• _Assignment_: Look through the lines below and extract any with the word "italic".

• _Data entries_:
══════════════════════════════

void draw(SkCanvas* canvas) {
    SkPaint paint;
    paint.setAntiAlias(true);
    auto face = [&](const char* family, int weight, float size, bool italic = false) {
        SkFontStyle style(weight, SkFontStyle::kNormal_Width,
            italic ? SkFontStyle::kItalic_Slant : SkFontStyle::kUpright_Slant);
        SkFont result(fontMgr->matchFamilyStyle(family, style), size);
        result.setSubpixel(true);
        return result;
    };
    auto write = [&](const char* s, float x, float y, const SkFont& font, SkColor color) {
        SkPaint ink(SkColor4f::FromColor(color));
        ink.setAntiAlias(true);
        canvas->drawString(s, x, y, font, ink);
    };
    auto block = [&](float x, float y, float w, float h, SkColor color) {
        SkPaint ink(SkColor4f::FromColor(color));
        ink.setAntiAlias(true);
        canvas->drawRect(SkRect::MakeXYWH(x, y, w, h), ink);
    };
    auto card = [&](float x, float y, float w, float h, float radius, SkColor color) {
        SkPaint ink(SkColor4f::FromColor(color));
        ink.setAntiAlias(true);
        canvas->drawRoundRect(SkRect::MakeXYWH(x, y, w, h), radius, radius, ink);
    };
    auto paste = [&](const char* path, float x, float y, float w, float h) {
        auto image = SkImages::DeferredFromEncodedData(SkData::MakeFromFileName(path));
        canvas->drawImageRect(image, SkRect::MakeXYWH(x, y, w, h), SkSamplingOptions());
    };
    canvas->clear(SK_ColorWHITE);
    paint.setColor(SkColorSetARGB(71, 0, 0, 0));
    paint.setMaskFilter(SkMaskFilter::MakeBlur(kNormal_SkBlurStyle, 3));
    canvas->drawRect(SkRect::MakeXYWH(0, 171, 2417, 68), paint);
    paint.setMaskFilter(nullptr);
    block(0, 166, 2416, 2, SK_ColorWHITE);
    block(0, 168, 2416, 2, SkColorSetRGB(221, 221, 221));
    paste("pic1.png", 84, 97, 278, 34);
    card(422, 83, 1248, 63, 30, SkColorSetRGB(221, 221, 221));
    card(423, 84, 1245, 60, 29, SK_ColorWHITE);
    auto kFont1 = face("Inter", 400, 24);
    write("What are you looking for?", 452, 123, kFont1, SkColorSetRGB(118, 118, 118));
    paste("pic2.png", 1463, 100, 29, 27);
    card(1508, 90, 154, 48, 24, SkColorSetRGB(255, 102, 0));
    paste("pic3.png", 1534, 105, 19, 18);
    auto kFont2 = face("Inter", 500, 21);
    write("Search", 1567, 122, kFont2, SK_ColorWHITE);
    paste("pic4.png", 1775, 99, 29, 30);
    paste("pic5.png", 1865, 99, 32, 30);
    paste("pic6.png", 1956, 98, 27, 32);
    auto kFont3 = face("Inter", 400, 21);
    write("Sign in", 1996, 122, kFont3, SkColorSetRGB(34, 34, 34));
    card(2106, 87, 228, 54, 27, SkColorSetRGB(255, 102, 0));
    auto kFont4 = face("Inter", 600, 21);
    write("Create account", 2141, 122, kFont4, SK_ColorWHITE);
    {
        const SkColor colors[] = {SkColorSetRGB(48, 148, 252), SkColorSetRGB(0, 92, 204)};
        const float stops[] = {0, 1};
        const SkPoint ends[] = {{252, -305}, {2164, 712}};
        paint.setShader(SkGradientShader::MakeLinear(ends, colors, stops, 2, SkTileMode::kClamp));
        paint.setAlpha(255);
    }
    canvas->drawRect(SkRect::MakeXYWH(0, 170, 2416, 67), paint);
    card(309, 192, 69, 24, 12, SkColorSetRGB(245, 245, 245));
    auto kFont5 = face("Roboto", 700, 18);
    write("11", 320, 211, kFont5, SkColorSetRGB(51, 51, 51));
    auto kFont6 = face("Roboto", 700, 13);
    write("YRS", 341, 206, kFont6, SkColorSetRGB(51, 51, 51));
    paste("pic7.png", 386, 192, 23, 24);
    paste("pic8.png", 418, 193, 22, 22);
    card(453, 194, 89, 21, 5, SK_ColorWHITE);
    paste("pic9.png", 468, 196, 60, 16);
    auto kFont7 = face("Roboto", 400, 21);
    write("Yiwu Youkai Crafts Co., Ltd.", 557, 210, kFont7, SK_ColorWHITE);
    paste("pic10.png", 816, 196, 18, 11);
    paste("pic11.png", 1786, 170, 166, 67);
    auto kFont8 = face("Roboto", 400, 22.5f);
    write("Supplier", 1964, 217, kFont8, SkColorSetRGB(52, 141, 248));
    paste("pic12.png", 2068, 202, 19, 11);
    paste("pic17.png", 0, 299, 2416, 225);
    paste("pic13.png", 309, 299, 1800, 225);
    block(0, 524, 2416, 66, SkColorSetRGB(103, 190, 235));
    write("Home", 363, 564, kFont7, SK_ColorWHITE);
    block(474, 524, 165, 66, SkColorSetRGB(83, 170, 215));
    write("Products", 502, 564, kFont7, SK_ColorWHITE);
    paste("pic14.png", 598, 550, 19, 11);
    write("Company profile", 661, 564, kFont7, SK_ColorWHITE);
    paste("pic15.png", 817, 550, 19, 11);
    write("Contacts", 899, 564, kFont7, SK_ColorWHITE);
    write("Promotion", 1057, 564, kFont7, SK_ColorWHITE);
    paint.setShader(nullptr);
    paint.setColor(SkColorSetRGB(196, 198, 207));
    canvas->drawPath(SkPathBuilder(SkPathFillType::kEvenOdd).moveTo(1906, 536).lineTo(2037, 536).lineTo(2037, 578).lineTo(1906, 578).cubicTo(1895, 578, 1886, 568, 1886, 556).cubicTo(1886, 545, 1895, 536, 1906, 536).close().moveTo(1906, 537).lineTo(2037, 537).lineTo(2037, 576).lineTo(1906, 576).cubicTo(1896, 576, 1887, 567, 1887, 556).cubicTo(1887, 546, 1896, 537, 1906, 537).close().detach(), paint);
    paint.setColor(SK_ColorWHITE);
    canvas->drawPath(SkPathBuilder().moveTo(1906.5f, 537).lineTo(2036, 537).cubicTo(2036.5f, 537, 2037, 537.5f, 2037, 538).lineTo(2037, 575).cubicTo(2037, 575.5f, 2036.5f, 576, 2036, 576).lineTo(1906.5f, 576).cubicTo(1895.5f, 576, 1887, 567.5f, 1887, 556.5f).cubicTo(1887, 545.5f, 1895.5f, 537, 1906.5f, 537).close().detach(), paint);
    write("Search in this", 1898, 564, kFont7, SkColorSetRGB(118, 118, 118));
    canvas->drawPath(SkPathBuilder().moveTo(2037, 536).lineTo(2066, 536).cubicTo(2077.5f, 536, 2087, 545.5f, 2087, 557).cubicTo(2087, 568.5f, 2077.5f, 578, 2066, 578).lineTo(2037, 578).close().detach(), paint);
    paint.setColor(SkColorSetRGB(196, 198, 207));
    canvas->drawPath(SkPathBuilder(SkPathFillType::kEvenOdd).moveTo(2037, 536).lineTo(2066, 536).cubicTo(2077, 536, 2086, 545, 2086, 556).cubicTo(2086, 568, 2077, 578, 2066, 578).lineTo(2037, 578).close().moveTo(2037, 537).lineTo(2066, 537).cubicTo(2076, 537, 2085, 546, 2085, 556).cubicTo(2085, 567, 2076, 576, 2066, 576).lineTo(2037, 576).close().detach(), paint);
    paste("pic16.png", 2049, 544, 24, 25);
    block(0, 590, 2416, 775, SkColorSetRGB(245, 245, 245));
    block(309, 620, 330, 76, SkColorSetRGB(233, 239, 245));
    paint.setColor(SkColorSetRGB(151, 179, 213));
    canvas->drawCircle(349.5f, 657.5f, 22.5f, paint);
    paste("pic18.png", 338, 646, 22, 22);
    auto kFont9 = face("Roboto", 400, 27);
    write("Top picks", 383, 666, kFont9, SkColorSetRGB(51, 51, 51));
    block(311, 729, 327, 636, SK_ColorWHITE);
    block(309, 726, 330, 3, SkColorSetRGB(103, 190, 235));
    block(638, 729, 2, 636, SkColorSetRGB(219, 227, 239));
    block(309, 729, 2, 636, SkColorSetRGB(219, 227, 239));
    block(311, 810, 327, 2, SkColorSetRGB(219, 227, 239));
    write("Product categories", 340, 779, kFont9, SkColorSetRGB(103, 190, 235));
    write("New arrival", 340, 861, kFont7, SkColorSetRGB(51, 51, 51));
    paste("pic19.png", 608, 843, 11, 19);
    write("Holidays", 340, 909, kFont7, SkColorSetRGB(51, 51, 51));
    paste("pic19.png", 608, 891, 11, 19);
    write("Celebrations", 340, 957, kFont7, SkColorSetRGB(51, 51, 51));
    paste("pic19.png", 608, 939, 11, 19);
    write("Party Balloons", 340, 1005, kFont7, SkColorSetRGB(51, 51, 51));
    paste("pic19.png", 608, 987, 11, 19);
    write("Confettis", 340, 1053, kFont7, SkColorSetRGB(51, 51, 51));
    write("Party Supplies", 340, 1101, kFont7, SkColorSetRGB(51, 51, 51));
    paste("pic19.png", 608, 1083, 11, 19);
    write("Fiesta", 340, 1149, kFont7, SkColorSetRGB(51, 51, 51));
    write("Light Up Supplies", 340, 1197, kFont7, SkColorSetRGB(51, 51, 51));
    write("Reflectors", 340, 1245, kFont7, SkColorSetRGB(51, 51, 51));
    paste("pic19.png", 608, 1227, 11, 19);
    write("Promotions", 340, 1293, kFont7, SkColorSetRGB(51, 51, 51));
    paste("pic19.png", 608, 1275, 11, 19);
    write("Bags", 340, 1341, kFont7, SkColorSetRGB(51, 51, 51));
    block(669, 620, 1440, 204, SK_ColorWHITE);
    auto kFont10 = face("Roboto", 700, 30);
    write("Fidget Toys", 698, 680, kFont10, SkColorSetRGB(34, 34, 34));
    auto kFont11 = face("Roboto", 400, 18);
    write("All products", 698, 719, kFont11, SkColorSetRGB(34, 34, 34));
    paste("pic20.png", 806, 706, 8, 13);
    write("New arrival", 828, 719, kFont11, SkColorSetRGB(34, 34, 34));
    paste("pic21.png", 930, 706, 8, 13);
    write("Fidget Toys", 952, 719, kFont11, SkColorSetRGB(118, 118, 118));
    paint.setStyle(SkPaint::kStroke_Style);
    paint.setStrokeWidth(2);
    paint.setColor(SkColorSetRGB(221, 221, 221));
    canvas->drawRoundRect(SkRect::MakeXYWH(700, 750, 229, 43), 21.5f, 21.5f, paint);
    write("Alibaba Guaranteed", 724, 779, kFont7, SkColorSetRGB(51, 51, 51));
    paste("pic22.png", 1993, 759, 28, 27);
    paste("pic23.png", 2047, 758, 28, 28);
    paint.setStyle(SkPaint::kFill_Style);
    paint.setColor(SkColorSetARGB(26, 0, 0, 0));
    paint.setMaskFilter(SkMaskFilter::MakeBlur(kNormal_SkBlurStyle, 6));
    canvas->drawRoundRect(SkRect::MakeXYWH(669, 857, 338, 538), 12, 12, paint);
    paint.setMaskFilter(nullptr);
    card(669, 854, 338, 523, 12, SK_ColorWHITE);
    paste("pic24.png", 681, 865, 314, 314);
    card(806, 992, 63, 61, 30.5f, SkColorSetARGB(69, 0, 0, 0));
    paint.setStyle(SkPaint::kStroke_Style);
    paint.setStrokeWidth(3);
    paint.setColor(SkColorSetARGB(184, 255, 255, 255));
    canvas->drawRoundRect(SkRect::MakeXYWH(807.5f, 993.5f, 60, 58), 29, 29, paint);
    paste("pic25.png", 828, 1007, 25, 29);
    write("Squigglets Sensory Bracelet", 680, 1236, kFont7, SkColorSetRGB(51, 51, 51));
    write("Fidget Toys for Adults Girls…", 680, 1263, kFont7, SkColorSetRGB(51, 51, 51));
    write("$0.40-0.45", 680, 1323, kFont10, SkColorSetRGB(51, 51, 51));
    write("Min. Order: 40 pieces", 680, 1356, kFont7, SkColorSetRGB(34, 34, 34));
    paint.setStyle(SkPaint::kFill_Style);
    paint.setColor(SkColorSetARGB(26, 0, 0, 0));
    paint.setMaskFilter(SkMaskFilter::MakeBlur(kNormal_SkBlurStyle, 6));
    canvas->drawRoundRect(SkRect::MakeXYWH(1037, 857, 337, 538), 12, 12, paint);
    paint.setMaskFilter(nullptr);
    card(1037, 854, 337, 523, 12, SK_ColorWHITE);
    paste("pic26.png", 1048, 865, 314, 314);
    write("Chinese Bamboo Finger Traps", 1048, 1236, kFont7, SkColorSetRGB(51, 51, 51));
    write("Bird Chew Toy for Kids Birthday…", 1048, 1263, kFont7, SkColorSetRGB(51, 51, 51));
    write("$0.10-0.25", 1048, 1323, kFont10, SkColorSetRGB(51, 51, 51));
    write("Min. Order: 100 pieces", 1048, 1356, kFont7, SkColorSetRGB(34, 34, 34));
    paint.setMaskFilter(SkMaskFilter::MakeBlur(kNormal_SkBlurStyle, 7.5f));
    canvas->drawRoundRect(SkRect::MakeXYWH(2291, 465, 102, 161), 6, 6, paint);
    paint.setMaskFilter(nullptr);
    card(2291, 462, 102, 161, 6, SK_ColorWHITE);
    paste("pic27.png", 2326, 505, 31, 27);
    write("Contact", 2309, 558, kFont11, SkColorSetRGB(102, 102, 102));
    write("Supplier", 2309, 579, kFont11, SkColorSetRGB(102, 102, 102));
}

══════════════════════════════

• _Answer to this task_:
    auto face = [&](const char* family, int weight, float size, bool italic = false) {
            italic ? SkFontStyle::kItalic_Slant : SkFontStyle::kUpright_Slant);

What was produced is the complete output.